Arrow, K. J. (1994). Methodological Individualism and Social Knowledge. American Economic Review, Papers and Proceedings, 84(2): 1–9. URL
Hausman, D. M. (1992). The Inexact and Separate Science of Economics. Cambridge: Cambridge University Press.
McCauley, J. L. (2006). Response to "Worrying Trends in EconoPhysics". EconoPhysics Forum, 0601001: 1–26. URL
Weintraub, E. R. (1985). Joan Robinson’s Critique of Equilibrium: An Appraisal. American Economic Review, Papers and Proceedings, 75(2): 146–149. URL

#1 Autotomy: “Self amputation is the behaviour whereby an animal (e.g. gecko, lizard) sheds or discards one or more of its own appendages, usually as a self-defense mechanism to elude a predator’s grasp or to distract the predator and thereby allow escape. The lost body part may be regenerated later.” (Wikipedia)
#2 For details see Petitio principii — economists’ biggest methodological mistake.
#3 Could we, please, all focus on the key question of economics?

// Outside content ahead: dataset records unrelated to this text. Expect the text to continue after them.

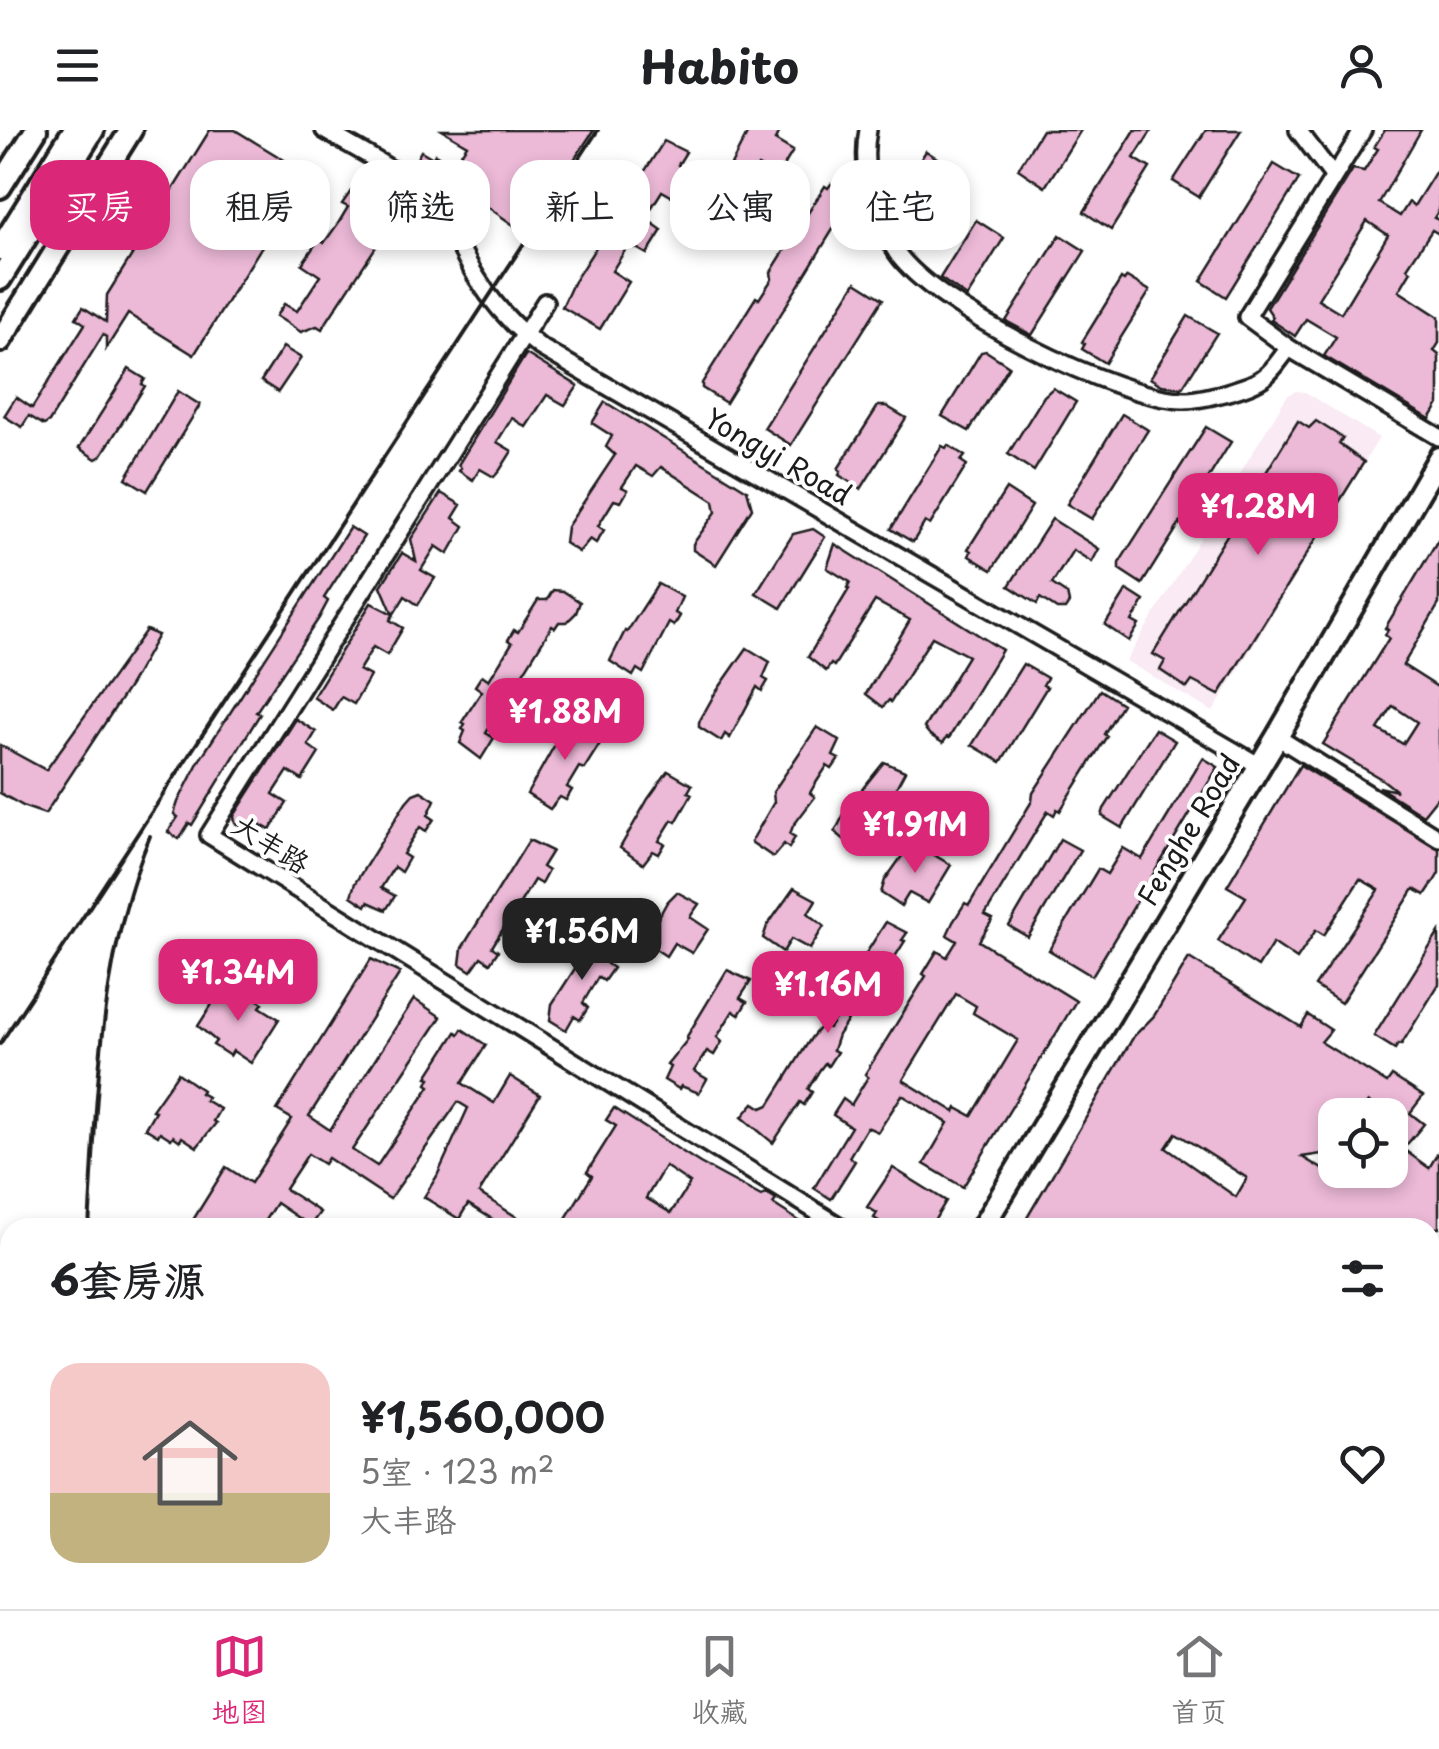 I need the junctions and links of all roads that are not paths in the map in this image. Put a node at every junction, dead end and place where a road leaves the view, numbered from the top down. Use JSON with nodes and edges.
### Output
{"nodes":[{"id":1,"x":36,"y":130,"type":"edge"},
{"id":2,"x":74,"y":130,"type":"edge"},
{"id":3,"x":93,"y":130,"type":"edge"},
{"id":4,"x":131,"y":130,"type":"edge"},
{"id":5,"x":324,"y":130,"type":"edge"},
{"id":6,"x":868,"y":130,"type":"edge"},
{"id":7,"x":1298,"y":130,"type":"edge"},
{"id":8,"x":1362,"y":130,"type":"edge"},
{"id":9,"x":1333,"y":176,"type":"junction"},
{"id":10,"x":0,"y":187,"type":"edge"},
{"id":11,"x":0,"y":249,"type":"edge"},
{"id":12,"x":0,"y":279,"type":"edge"},
{"id":13,"x":545,"y":302,"type":"dead end"},
{"id":14,"x":525,"y":336,"type":"junction"},
{"id":15,"x":0,"y":341,"type":"edge"},
{"id":16,"x":1289,"y":348,"type":"junction"},
{"id":17,"x":1439,"y":437,"type":"edge"},
{"id":18,"x":1439,"y":458,"type":"edge"},
{"id":19,"x":1432,"y":485,"type":"edge"},
{"id":20,"x":1277,"y":737,"type":"junction"},
{"id":21,"x":1260,"y":766,"type":"junction"},
{"id":22,"x":1439,"y":838,"type":"edge"},
{"id":23,"x":827,"y":1218,"type":"edge"},
{"id":24,"x":988,"y":1218,"type":"edge"}],
"edges":[{"from":1,"to":10,"type":"main road"},
{"from":2,"to":11,"type":"main road"},
{"from":3,"to":12,"type":"main road"},
{"from":4,"to":15,"type":"main road"},
{"from":5,"to":14,"type":"street","name":"Yongyi Road"},
{"from":6,"to":16,"type":"street"},
{"from":7,"to":9,"type":"street"},
{"from":8,"to":9,"type":"street"},
{"from":9,"to":16,"type":"street"},
{"from":13,"to":14,"type":"street","name":"大丰路"},
{"from":14,"to":21,"type":"street","name":"Yongyi Road"},
{"from":14,"to":23,"type":"street","name":"大丰路"},
{"from":16,"to":17,"type":"street"},
{"from":18,"to":19,"type":"main road","name":"Fenghe Road"},
{"from":19,"to":20,"type":"main road","name":"Fenghe Road"},
{"from":20,"to":21,"type":"main road","name":"Fenghe Road"},
{"from":20,"to":22,"type":"street"},
{"from":21,"to":24,"type":"main road","name":"Fenghe Road"}]}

REPLY to David Glasner on Jun 26

You say: “Physics also makes assumptions that are literally false, e.g., there is no friction. And for some problems that does not invalidate the analysis; in other cases it does.”

Nothing is more ridiculous than to compare economics with physics. Just open the Principia and see that Newton made his counterintuitive “assumptions” (= axioms#1) as rigorous as possible and then compare this with Adam Smith: “But he had no such ambitions; in fact, he disliked whatever went beyond plain common sense. He never moved above the heads of even the dullest readers. He led them on gently, encouraging them by trivialities and homely observations, making them feel comfortable all along.” (Schumpeter, 1994, p. 185)

Economics did not recover from this abortive start and is still at the proto-scientific level of storytelling. The ultimate reason is that economists cannot tell the difference between an abstraction/limiting case and a nonentity. Your evasive argument delivers proof. A friction-free motion is NOT literally false but is the normality in outer space; only under the special conditions of gravity and atmosphere is uniform motion an abstraction/limiting case#1 (see also Cohen, 1994, p. 77 for Newton’s methodology).

So, the concept of friction-free motion does indeed have a counterpart in reality while the concept of constrained optimization or equilibrium has not. This is the defining difference between genuine science and cargo cult science economics.

Green cheese behavioral assumptions like utility maximization or rational expectations are NONENTITIES like angels, unicorns, or the Easter Bunny. Nonentities have no counterpart in reality and are methodologically forever inadmissible. The brain-dead assumptions of standard economics are definitively NOT on the same footing with the abstractions/limiting cases of physics.

Newton is famous for his ‘hypotheses non fingo’ which roughly translates to ‘I do not argue from feigned premises’, i.e., those that have no counterpart in reality. And he had been well aware that from nonentities (here = hypotheses) nothing but storytelling follows: “Those who take the foundations of their speculations from hypotheses, even if they then proceed most rigorously according to mechanical laws, are merely putting together a romance, elegant perhaps and charming, but nevertheless a romance.” (Roger Cotes, Preface, 1999, p. 386)

Because it is based on nonentities Econ 101 is nothing more than a charming romance for scientifically retarded economics students.

The precondition for economics to rise above the proto-scientific level is to replace subjective-behavioral microfoundations with objective-structural macrofoundations (2014). Econ 101 has never produced a “meaningful theorem” and is simply indefensible.

Cohen, I. B. (1994). Natural Images in Economic Thought, chapter Newton and the Social Sciences, With Special Reference to Economics, or, the Case of the Missing Paradigm, 55–90. Cambridge: Cambridge University Press.
Kakarot-Handtke, E. (2014). Objective Principles of Economics. SSRN Working Paper Series, 2418851: 1–19. URL
Newton, I. (1999). The Principia; Mathematical Principles of Natural Philosophy. Berkley, Los Angeles, London: University of California Press.
Schumpeter, J. A. (1994). History of Economic Analysis. New York: Oxford University Press.